TRY IT: Restate the following entries exactly, including every line.

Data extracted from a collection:
::::
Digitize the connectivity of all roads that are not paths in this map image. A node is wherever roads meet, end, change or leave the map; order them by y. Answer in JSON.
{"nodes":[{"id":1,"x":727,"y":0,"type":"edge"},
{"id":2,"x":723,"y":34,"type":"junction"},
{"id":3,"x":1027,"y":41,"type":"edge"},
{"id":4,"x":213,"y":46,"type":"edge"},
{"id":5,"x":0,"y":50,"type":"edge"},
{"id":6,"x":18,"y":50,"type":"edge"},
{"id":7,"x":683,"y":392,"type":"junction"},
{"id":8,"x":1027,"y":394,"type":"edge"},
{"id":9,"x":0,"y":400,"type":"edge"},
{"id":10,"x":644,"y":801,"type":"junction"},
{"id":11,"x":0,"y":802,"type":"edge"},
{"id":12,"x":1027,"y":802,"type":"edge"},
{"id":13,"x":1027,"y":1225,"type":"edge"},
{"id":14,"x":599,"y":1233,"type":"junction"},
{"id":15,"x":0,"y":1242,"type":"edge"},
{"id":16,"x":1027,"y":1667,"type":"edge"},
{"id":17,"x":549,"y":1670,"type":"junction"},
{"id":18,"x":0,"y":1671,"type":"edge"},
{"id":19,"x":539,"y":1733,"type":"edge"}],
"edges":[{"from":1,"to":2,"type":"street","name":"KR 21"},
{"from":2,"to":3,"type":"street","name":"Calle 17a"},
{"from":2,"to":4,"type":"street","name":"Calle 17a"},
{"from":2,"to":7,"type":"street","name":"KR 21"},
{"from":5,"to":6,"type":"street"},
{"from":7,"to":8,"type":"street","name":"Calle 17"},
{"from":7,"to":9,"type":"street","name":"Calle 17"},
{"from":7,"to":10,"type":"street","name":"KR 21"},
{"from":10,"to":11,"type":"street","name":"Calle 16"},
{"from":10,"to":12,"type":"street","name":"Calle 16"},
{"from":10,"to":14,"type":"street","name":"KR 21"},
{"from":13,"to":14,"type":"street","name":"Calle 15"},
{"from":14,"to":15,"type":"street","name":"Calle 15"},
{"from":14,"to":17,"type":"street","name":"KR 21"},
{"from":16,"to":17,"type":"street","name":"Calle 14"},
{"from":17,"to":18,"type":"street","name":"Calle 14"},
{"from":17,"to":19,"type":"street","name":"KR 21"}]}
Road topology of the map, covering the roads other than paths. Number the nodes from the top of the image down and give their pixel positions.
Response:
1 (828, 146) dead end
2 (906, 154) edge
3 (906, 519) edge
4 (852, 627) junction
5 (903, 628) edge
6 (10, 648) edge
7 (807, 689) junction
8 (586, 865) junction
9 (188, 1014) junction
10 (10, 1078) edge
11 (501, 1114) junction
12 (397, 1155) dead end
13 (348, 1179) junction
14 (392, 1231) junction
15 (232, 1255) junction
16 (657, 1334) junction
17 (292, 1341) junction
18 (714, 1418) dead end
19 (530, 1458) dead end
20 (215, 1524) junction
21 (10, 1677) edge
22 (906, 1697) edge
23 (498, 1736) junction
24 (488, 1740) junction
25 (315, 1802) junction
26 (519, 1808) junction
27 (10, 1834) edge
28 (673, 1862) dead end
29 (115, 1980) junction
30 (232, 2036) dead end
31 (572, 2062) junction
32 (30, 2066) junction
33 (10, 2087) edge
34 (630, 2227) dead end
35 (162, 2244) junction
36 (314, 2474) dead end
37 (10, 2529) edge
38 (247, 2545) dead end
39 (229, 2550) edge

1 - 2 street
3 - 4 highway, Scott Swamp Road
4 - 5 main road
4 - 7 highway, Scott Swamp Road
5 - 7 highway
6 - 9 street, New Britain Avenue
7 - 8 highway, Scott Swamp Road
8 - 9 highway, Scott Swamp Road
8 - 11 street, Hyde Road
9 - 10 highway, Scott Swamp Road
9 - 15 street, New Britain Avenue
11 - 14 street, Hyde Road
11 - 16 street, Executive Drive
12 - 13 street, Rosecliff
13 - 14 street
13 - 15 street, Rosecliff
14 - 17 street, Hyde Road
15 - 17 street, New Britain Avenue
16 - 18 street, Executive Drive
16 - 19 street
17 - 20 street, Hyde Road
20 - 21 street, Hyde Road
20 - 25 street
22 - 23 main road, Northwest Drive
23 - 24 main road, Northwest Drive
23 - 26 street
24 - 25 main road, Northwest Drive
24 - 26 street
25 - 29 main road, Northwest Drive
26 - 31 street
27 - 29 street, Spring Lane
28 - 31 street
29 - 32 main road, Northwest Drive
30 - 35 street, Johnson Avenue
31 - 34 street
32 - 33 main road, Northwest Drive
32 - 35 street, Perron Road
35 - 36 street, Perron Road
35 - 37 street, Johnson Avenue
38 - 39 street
::::
EXERCISE ANSWER:
Digitize the connectivity of all roads that are not paths in this map image. A node is wherever roads meet, end, change or leave the map; order them by y. Answer in JSON.
{"nodes":[{"id":1,"x":727,"y":0,"type":"edge"},
{"id":2,"x":723,"y":34,"type":"junction"},
{"id":3,"x":1027,"y":41,"type":"edge"},
{"id":4,"x":213,"y":46,"type":"edge"},
{"id":5,"x":0,"y":50,"type":"edge"},
{"id":6,"x":18,"y":50,"type":"edge"},
{"id":7,"x":683,"y":392,"type":"junction"},
{"id":8,"x":1027,"y":394,"type":"edge"},
{"id":9,"x":0,"y":400,"type":"edge"},
{"id":10,"x":644,"y":801,"type":"junction"},
{"id":11,"x":0,"y":802,"type":"edge"},
{"id":12,"x":1027,"y":802,"type":"edge"},
{"id":13,"x":1027,"y":1225,"type":"edge"},
{"id":14,"x":599,"y":1233,"type":"junction"},
{"id":15,"x":0,"y":1242,"type":"edge"},
{"id":16,"x":1027,"y":1667,"type":"edge"},
{"id":17,"x":549,"y":1670,"type":"junction"},
{"id":18,"x":0,"y":1671,"type":"edge"},
{"id":19,"x":539,"y":1733,"type":"edge"}],
"edges":[{"from":1,"to":2,"type":"street","name":"KR 21"},
{"from":2,"to":3,"type":"street","name":"Calle 17a"},
{"from":2,"to":4,"type":"street","name":"Calle 17a"},
{"from":2,"to":7,"type":"street","name":"KR 21"},
{"from":5,"to":6,"type":"street"},
{"from":7,"to":8,"type":"street","name":"Calle 17"},
{"from":7,"to":9,"type":"street","name":"Calle 17"},
{"from":7,"to":10,"type":"street","name":"KR 21"},
{"from":10,"to":11,"type":"street","name":"Calle 16"},
{"from":10,"to":12,"type":"street","name":"Calle 16"},
{"from":10,"to":14,"type":"street","name":"KR 21"},
{"from":13,"to":14,"type":"street","name":"Calle 15"},
{"from":14,"to":15,"type":"street","name":"Calle 15"},
{"from":14,"to":17,"type":"street","name":"KR 21"},
{"from":16,"to":17,"type":"street","name":"Calle 14"},
{"from":17,"to":18,"type":"street","name":"Calle 14"},
{"from":17,"to":19,"type":"street","name":"KR 21"}]}
Road topology of the map, covering the roads other than paths. Number the nodes from the top of the image down and give their pixel positions.
Response:
1 (828, 146) dead end
2 (906, 154) edge
3 (906, 519) edge
4 (852, 627) junction
5 (903, 628) edge
6 (10, 648) edge
7 (807, 689) junction
8 (586, 865) junction
9 (188, 1014) junction
10 (10, 1078) edge
11 (501, 1114) junction
12 (397, 1155) dead end
13 (348, 1179) junction
14 (392, 1231) junction
15 (232, 1255) junction
16 (657, 1334) junction
17 (292, 1341) junction
18 (714, 1418) dead end
19 (530, 1458) dead end
20 (215, 1524) junction
21 (10, 1677) edge
22 (906, 1697) edge
23 (498, 1736) junction
24 (488, 1740) junction
25 (315, 1802) junction
26 (519, 1808) junction
27 (10, 1834) edge
28 (673, 1862) dead end
29 (115, 1980) junction
30 (232, 2036) dead end
31 (572, 2062) junction
32 (30, 2066) junction
33 (10, 2087) edge
34 (630, 2227) dead end
35 (162, 2244) junction
36 (314, 2474) dead end
37 (10, 2529) edge
38 (247, 2545) dead end
39 (229, 2550) edge

1 - 2 street
3 - 4 highway, Scott Swamp Road
4 - 5 main road
4 - 7 highway, Scott Swamp Road
5 - 7 highway
6 - 9 street, New Britain Avenue
7 - 8 highway, Scott Swamp Road
8 - 9 highway, Scott Swamp Road
8 - 11 street, Hyde Road
9 - 10 highway, Scott Swamp Road
9 - 15 street, New Britain Avenue
11 - 14 street, Hyde Road
11 - 16 street, Executive Drive
12 - 13 street, Rosecliff
13 - 14 street
13 - 15 street, Rosecliff
14 - 17 street, Hyde Road
15 - 17 street, New Britain Avenue
16 - 18 street, Executive Drive
16 - 19 street
17 - 20 street, Hyde Road
20 - 21 street, Hyde Road
20 - 25 street
22 - 23 main road, Northwest Drive
23 - 24 main road, Northwest Drive
23 - 26 street
24 - 25 main road, Northwest Drive
24 - 26 street
25 - 29 main road, Northwest Drive
26 - 31 street
27 - 29 street, Spring Lane
28 - 31 street
29 - 32 main road, Northwest Drive
30 - 35 street, Johnson Avenue
31 - 34 street
32 - 33 main road, Northwest Drive
32 - 35 street, Perron Road
35 - 36 street, Perron Road
35 - 37 street, Johnson Avenue
38 - 39 street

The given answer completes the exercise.